◆ Provided data ◆
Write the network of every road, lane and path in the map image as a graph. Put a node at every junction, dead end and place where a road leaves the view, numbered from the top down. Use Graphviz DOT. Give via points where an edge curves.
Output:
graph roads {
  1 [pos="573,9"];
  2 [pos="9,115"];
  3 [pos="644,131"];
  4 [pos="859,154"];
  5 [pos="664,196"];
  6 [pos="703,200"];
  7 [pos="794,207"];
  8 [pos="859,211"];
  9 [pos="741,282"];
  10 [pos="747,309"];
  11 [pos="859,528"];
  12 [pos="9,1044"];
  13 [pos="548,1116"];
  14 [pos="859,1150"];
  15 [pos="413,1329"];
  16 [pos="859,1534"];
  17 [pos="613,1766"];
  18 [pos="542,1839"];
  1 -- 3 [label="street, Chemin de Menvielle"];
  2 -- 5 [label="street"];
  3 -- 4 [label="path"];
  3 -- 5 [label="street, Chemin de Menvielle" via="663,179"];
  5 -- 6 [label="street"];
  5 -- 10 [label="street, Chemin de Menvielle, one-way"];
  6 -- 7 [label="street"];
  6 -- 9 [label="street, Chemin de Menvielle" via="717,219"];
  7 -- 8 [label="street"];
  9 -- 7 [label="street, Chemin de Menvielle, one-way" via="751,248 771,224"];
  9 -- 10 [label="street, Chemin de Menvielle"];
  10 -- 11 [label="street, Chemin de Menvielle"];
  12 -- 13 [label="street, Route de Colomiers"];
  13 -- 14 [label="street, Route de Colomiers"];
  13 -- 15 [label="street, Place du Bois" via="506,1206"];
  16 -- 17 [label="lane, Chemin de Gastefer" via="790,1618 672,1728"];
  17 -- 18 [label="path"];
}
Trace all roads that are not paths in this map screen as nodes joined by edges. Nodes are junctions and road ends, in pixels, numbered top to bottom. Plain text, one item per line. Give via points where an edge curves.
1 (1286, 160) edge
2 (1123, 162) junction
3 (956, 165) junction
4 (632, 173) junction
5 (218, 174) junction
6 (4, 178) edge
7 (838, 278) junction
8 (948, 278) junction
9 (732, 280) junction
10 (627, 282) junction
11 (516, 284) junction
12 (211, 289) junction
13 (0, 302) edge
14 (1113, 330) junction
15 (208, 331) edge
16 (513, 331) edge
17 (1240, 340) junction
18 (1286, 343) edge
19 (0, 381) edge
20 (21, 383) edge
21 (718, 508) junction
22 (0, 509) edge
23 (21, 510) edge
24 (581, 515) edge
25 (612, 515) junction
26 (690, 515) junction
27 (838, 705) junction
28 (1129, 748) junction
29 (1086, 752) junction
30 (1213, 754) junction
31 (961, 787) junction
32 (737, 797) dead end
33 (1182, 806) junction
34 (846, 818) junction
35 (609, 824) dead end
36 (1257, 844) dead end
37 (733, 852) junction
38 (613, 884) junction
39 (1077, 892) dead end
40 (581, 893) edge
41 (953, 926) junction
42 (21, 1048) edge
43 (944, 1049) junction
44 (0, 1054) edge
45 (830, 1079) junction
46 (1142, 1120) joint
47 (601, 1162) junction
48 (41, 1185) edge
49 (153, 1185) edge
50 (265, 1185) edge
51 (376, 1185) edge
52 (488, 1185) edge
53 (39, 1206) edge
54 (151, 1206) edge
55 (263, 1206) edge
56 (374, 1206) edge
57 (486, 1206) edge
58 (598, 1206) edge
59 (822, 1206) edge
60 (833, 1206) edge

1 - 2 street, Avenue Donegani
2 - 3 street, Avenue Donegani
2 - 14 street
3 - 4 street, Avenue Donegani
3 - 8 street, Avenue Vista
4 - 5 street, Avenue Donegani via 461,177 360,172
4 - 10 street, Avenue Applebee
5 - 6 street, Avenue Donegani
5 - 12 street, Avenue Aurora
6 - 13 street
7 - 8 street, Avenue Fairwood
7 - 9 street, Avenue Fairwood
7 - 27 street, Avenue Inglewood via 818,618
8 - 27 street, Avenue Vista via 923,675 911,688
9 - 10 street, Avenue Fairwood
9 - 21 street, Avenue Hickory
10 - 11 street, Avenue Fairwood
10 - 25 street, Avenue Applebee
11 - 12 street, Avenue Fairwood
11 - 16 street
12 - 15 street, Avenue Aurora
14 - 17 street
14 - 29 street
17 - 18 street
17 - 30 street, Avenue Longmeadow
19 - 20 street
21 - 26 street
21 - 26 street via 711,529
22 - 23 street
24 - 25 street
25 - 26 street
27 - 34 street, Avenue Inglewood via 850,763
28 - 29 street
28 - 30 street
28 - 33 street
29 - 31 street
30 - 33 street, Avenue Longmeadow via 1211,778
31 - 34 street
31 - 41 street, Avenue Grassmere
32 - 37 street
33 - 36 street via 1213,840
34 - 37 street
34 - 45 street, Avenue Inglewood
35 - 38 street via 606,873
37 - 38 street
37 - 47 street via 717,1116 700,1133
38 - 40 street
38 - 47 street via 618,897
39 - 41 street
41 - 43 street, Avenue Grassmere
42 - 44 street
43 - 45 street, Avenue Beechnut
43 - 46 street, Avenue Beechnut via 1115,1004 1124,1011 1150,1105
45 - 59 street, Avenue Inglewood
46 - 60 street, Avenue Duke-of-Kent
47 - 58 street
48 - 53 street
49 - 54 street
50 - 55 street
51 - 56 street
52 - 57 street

◆ Assignment ◆
Once the listing has been read, copy every line of it exactly.

◆ Solution for this exercise ◆
Write the network of every road, lane and path in the map image as a graph. Put a node at every junction, dead end and place where a road leaves the view, numbered from the top down. Use Graphviz DOT. Give via points where an edge curves.
Output:
graph roads {
  1 [pos="573,9"];
  2 [pos="9,115"];
  3 [pos="644,131"];
  4 [pos="859,154"];
  5 [pos="664,196"];
  6 [pos="703,200"];
  7 [pos="794,207"];
  8 [pos="859,211"];
  9 [pos="741,282"];
  10 [pos="747,309"];
  11 [pos="859,528"];
  12 [pos="9,1044"];
  13 [pos="548,1116"];
  14 [pos="859,1150"];
  15 [pos="413,1329"];
  16 [pos="859,1534"];
  17 [pos="613,1766"];
  18 [pos="542,1839"];
  1 -- 3 [label="street, Chemin de Menvielle"];
  2 -- 5 [label="street"];
  3 -- 4 [label="path"];
  3 -- 5 [label="street, Chemin de Menvielle" via="663,179"];
  5 -- 6 [label="street"];
  5 -- 10 [label="street, Chemin de Menvielle, one-way"];
  6 -- 7 [label="street"];
  6 -- 9 [label="street, Chemin de Menvielle" via="717,219"];
  7 -- 8 [label="street"];
  9 -- 7 [label="street, Chemin de Menvielle, one-way" via="751,248 771,224"];
  9 -- 10 [label="street, Chemin de Menvielle"];
  10 -- 11 [label="street, Chemin de Menvielle"];
  12 -- 13 [label="street, Route de Colomiers"];
  13 -- 14 [label="street, Route de Colomiers"];
  13 -- 15 [label="street, Place du Bois" via="506,1206"];
  16 -- 17 [label="lane, Chemin de Gastefer" via="790,1618 672,1728"];
  17 -- 18 [label="path"];
}
Trace all roads that are not paths in this map screen as nodes joined by edges. Nodes are junctions and road ends, in pixels, numbered top to bottom. Plain text, one item per line. Give via points where an edge curves.
1 (1286, 160) edge
2 (1123, 162) junction
3 (956, 165) junction
4 (632, 173) junction
5 (218, 174) junction
6 (4, 178) edge
7 (838, 278) junction
8 (948, 278) junction
9 (732, 280) junction
10 (627, 282) junction
11 (516, 284) junction
12 (211, 289) junction
13 (0, 302) edge
14 (1113, 330) junction
15 (208, 331) edge
16 (513, 331) edge
17 (1240, 340) junction
18 (1286, 343) edge
19 (0, 381) edge
20 (21, 383) edge
21 (718, 508) junction
22 (0, 509) edge
23 (21, 510) edge
24 (581, 515) edge
25 (612, 515) junction
26 (690, 515) junction
27 (838, 705) junction
28 (1129, 748) junction
29 (1086, 752) junction
30 (1213, 754) junction
31 (961, 787) junction
32 (737, 797) dead end
33 (1182, 806) junction
34 (846, 818) junction
35 (609, 824) dead end
36 (1257, 844) dead end
37 (733, 852) junction
38 (613, 884) junction
39 (1077, 892) dead end
40 (581, 893) edge
41 (953, 926) junction
42 (21, 1048) edge
43 (944, 1049) junction
44 (0, 1054) edge
45 (830, 1079) junction
46 (1142, 1120) joint
47 (601, 1162) junction
48 (41, 1185) edge
49 (153, 1185) edge
50 (265, 1185) edge
51 (376, 1185) edge
52 (488, 1185) edge
53 (39, 1206) edge
54 (151, 1206) edge
55 (263, 1206) edge
56 (374, 1206) edge
57 (486, 1206) edge
58 (598, 1206) edge
59 (822, 1206) edge
60 (833, 1206) edge

1 - 2 street, Avenue Donegani
2 - 3 street, Avenue Donegani
2 - 14 street
3 - 4 street, Avenue Donegani
3 - 8 street, Avenue Vista
4 - 5 street, Avenue Donegani via 461,177 360,172
4 - 10 street, Avenue Applebee
5 - 6 street, Avenue Donegani
5 - 12 street, Avenue Aurora
6 - 13 street
7 - 8 street, Avenue Fairwood
7 - 9 street, Avenue Fairwood
7 - 27 street, Avenue Inglewood via 818,618
8 - 27 street, Avenue Vista via 923,675 911,688
9 - 10 street, Avenue Fairwood
9 - 21 street, Avenue Hickory
10 - 11 street, Avenue Fairwood
10 - 25 street, Avenue Applebee
11 - 12 street, Avenue Fairwood
11 - 16 street
12 - 15 street, Avenue Aurora
14 - 17 street
14 - 29 street
17 - 18 street
17 - 30 street, Avenue Longmeadow
19 - 20 street
21 - 26 street
21 - 26 street via 711,529
22 - 23 street
24 - 25 street
25 - 26 street
27 - 34 street, Avenue Inglewood via 850,763
28 - 29 street
28 - 30 street
28 - 33 street
29 - 31 street
30 - 33 street, Avenue Longmeadow via 1211,778
31 - 34 street
31 - 41 street, Avenue Grassmere
32 - 37 street
33 - 36 street via 1213,840
34 - 37 street
34 - 45 street, Avenue Inglewood
35 - 38 street via 606,873
37 - 38 street
37 - 47 street via 717,1116 700,1133
38 - 40 street
38 - 47 street via 618,897
39 - 41 street
41 - 43 street, Avenue Grassmere
42 - 44 street
43 - 45 street, Avenue Beechnut
43 - 46 street, Avenue Beechnut via 1115,1004 1124,1011 1150,1105
45 - 59 street, Avenue Inglewood
46 - 60 street, Avenue Duke-of-Kent
47 - 58 street
48 - 53 street
49 - 54 street
50 - 55 street
51 - 56 street
52 - 57 street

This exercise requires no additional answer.